The way to manage these kinds of tasks is to decide how much time you'll allow them, and cut them off when that time runs out. Otherwise, they'll rule the rest of your life. I know what you're thinking. This means some things won't get done or won't be as good as they could be. But that assumes that every hour is somehow equally productive, that you never hit a point where time investments yield diminishing returns.

But regardless of whether that's true, letting your work rule your life means you end up resenting your work, or at least feeling a bit guilty whenever you choose to do something else. It's just not a viable long-term strategy.

Put another way, the whole point of (for instance) your writing is to learn. You're right in thinking that other people aren't going to be deeply satisfied with your work, because that's not the point of the work you're doing. It's not in the design. So if you start thinking of your work as a learning process rather than a process whose purpose is producing a product (like a paper), you'll be a lot happier. The learning process is the important thing. The written product is really a by-product, like gizzards or hot dogs.

2) The job market sucks, sure. But worrying isn't going to change it, and it'll just stress you out in the meantime.

I've said before that there are lots of good people without jobs, and that's technically true. What I meant by that is that there are lots of unemployed but able scholars, and if they don't have jobs it's generally for a few reasons:

a) They're lousy teachers.
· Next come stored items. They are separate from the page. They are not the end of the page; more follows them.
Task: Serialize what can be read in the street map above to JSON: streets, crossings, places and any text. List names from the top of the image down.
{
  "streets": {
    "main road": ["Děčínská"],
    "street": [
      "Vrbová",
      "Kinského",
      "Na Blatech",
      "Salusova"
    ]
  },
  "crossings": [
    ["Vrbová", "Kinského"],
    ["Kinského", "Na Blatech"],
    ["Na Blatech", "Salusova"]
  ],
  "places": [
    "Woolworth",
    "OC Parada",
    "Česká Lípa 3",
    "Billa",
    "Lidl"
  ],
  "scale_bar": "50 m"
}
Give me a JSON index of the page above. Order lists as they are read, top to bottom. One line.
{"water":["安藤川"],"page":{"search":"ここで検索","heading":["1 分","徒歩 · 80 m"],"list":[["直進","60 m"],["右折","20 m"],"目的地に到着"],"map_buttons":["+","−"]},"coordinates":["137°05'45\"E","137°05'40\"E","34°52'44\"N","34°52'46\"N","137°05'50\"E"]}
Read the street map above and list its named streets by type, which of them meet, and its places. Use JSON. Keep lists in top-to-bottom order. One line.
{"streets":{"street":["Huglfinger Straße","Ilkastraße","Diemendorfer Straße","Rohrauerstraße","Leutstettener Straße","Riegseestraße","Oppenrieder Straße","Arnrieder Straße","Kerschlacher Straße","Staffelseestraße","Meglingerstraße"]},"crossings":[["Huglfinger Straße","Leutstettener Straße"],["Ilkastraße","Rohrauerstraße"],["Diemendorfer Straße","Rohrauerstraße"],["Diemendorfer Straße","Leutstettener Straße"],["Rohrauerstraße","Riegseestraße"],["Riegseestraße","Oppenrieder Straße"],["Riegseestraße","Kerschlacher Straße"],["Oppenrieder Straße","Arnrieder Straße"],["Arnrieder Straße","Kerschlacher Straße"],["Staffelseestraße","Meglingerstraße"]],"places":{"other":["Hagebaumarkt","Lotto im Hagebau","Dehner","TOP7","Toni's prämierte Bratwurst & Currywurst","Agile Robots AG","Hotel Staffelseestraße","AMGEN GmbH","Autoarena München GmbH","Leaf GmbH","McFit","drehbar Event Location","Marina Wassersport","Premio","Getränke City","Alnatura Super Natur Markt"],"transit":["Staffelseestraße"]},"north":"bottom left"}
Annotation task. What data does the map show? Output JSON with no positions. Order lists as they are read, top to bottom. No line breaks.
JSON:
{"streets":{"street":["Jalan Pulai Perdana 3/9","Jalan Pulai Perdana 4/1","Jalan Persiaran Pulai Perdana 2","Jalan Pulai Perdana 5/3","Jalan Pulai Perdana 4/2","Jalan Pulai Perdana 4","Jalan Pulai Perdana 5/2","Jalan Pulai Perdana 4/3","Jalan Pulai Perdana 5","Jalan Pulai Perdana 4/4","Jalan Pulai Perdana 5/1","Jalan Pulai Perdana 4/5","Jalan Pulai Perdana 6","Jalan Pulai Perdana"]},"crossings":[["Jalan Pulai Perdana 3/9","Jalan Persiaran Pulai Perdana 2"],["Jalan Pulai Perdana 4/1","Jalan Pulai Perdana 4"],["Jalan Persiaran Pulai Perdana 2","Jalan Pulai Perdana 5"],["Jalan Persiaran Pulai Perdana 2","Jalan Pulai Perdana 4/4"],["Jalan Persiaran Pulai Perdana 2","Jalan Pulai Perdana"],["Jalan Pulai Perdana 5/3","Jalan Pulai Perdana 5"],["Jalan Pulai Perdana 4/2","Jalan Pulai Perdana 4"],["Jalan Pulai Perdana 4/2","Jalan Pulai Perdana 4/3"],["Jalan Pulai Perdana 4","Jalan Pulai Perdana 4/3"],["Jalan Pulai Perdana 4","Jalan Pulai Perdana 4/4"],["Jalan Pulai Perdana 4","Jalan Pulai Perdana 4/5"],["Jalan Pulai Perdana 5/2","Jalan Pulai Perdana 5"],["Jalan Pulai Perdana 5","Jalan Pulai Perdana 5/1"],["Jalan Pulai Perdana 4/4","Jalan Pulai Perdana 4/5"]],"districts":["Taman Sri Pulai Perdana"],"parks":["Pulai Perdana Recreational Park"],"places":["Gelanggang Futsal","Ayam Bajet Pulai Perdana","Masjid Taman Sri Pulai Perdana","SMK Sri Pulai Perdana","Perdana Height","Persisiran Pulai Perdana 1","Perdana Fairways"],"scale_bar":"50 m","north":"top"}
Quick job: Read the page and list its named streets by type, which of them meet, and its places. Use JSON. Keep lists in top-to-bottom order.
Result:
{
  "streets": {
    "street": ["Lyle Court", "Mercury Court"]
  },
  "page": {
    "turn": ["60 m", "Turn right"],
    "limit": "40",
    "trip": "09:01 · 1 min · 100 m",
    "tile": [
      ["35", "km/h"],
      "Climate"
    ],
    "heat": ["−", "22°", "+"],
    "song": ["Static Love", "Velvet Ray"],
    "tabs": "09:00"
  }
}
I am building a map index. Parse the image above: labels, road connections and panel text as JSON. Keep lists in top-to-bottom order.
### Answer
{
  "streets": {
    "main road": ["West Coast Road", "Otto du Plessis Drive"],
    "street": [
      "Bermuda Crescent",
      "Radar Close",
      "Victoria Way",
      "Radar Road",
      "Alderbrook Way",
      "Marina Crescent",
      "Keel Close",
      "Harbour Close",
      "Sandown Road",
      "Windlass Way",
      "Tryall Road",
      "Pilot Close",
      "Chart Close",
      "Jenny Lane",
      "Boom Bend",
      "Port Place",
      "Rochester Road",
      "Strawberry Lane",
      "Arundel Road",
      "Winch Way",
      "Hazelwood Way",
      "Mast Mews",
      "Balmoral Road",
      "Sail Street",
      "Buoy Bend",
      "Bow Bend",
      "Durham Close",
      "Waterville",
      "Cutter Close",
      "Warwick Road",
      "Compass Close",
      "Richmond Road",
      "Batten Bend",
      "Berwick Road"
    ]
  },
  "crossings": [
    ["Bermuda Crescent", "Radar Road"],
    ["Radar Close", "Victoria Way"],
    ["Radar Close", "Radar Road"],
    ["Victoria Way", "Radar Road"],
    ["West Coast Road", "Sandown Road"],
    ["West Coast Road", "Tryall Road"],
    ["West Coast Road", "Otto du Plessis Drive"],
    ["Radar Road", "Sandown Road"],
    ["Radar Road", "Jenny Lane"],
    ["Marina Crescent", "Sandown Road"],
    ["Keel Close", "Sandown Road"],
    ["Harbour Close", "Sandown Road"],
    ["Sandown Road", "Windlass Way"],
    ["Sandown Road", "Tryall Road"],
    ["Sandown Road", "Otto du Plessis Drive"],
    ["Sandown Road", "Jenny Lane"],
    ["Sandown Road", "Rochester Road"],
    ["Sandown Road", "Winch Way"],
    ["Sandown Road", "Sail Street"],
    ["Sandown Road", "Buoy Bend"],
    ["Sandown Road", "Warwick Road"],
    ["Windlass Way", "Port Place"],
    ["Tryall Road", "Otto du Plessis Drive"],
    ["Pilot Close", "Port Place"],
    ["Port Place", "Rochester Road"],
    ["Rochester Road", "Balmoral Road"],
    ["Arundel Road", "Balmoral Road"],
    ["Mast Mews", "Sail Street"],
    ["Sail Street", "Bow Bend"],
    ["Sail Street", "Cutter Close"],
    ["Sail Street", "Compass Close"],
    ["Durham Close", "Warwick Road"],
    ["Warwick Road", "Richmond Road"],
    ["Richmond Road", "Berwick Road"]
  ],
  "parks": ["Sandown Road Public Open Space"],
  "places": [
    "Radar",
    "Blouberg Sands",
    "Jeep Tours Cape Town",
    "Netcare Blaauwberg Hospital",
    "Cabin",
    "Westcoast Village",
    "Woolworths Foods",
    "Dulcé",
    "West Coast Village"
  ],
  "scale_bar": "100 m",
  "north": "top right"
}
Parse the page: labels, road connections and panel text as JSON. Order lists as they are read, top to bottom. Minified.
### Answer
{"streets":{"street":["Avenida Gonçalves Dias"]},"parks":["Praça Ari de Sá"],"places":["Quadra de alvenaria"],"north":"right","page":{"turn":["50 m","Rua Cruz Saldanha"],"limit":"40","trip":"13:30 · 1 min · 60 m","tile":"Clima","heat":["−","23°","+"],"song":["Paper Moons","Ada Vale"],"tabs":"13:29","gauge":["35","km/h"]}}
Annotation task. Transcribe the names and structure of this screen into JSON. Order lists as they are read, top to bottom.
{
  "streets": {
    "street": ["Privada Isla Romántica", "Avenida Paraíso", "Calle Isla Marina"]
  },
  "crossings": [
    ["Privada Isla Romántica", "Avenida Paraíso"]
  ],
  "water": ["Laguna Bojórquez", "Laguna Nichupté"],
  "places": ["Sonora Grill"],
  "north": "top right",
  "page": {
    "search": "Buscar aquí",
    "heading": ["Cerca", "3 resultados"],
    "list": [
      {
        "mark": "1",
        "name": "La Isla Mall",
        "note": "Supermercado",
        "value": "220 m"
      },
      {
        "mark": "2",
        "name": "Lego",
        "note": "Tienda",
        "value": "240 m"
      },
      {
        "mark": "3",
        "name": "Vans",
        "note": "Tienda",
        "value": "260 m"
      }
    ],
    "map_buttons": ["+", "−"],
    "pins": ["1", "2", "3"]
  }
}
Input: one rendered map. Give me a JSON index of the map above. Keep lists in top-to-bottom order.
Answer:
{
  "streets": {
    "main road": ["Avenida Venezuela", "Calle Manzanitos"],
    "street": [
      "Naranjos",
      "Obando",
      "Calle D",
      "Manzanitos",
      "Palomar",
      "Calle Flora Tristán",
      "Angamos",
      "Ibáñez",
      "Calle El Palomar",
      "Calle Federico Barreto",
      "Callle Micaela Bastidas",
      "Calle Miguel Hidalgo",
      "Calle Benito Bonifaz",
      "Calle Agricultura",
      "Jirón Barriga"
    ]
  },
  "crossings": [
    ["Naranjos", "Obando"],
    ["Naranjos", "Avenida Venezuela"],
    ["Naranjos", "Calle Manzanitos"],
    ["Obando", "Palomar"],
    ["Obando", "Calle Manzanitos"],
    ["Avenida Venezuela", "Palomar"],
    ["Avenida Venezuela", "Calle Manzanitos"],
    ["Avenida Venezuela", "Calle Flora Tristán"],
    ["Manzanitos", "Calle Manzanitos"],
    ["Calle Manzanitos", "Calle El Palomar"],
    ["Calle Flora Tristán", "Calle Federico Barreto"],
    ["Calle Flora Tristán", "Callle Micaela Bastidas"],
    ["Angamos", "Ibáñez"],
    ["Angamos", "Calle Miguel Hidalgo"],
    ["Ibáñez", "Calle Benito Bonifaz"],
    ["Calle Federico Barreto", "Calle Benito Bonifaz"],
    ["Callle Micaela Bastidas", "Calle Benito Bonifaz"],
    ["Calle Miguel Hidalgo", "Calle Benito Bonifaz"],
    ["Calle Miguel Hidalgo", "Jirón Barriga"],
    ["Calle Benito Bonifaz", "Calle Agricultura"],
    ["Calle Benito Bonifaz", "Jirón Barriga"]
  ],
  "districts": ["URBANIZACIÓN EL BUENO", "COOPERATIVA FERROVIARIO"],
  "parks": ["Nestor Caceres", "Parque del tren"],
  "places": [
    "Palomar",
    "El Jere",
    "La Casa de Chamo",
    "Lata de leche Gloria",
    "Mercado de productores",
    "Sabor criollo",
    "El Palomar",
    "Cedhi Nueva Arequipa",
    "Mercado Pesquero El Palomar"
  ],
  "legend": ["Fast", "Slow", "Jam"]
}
This doesn't matter if you want to work at an R1, but it does matter if you want to go where most of the jobs are.

b) They're socially defective. This matters no matter where you go. The people interviewing you need to like you. They need to want to work with you because you'll make their lives better.

A good litmus test is whether you can pick up a woman/man/child in a situation where alcohol isn't involved, like at the grocery store. If you can, you're probably likable enough to get over the bar. If not, or if it hasn't occurred to you to try, you need to practice making other people want you around.

c) They're competing on the strength of their research in an arena packed full of excellent researchers. This is like any other job. If you want to get hired on the strength of your qualifications, you're probably not going to get hired. There's only one most-accomplished applicant, and you're probably not her.

So what can you do? Be the person that everyone wants to work with, because you're personable and interesting and have good ideas.*

3) How did things change for me? They really didn't.

I liked grad school. I spent my eight a day teaching, taking classes, and researching stuff I love, and the rest of the time doing other things.** I bought a house in little Puerto Rico and rented rooms to friends. I went to lovely bars and drank warm Yuengling. I got mugged in Shanghai. I went on blind dates with chain-smoking women who wore body glitter and had caesarean scars.

The point: what I do for a living changed when I went from being a grad student to being a professor, along with the paycheck and the responsibilities. And those give me more options for living the rest of my life. So in that sense, things are better.

But you can't let grad school make you forget what it's like to have a life outside your education and your job, because that's exactly the kind of thing that'll make being around you an obligation instead of an opportunity.

* This, incidentally, also means not being the guy who keeps asking "When will my misery end? When will I know death's sweet embrace?"
** People.

modig
Aug 20, 2002


This was a more interesting thread than I expected. Will you weigh in with your opinion on using "they" as a 3rd person singular gender neutral pronoun?

basement jihadist
Oct 3, 2002



Brainworm posted:

Then your course of action is clear. Find a trophy mistress for your nine to five, and keep this one a close secret in a locked bedroom.

Just for clarity's sake: in this conceit, the trophy daytime mistress is the career that gets you all the things you want in your public life, like money and respect. The ugly one with the magic holes is what you do when you do who you want, i.e. a hobby. Also, the locked bedroom is the part of your life where you do the things you enjoy but keep secret, while the rest of the house is your public life. The implied remaining, unlocked bedrooms represent as yet undiscovered intellectual pursuits that deliver vaguely sensual and decidedly sexist rewards, which you may or may not decide to keep private (lock). Your trophy mistress would presumably have her own unlocked bedroom and share the house with you, but it's also possible she'll want her own place.

A+.

The more I think about it the more I realize it's a bad situation either way. I just got my final grades and some good feedback. They looked promising. I don't really know if it's a hobby when I think about it during my free time for a good part of the day.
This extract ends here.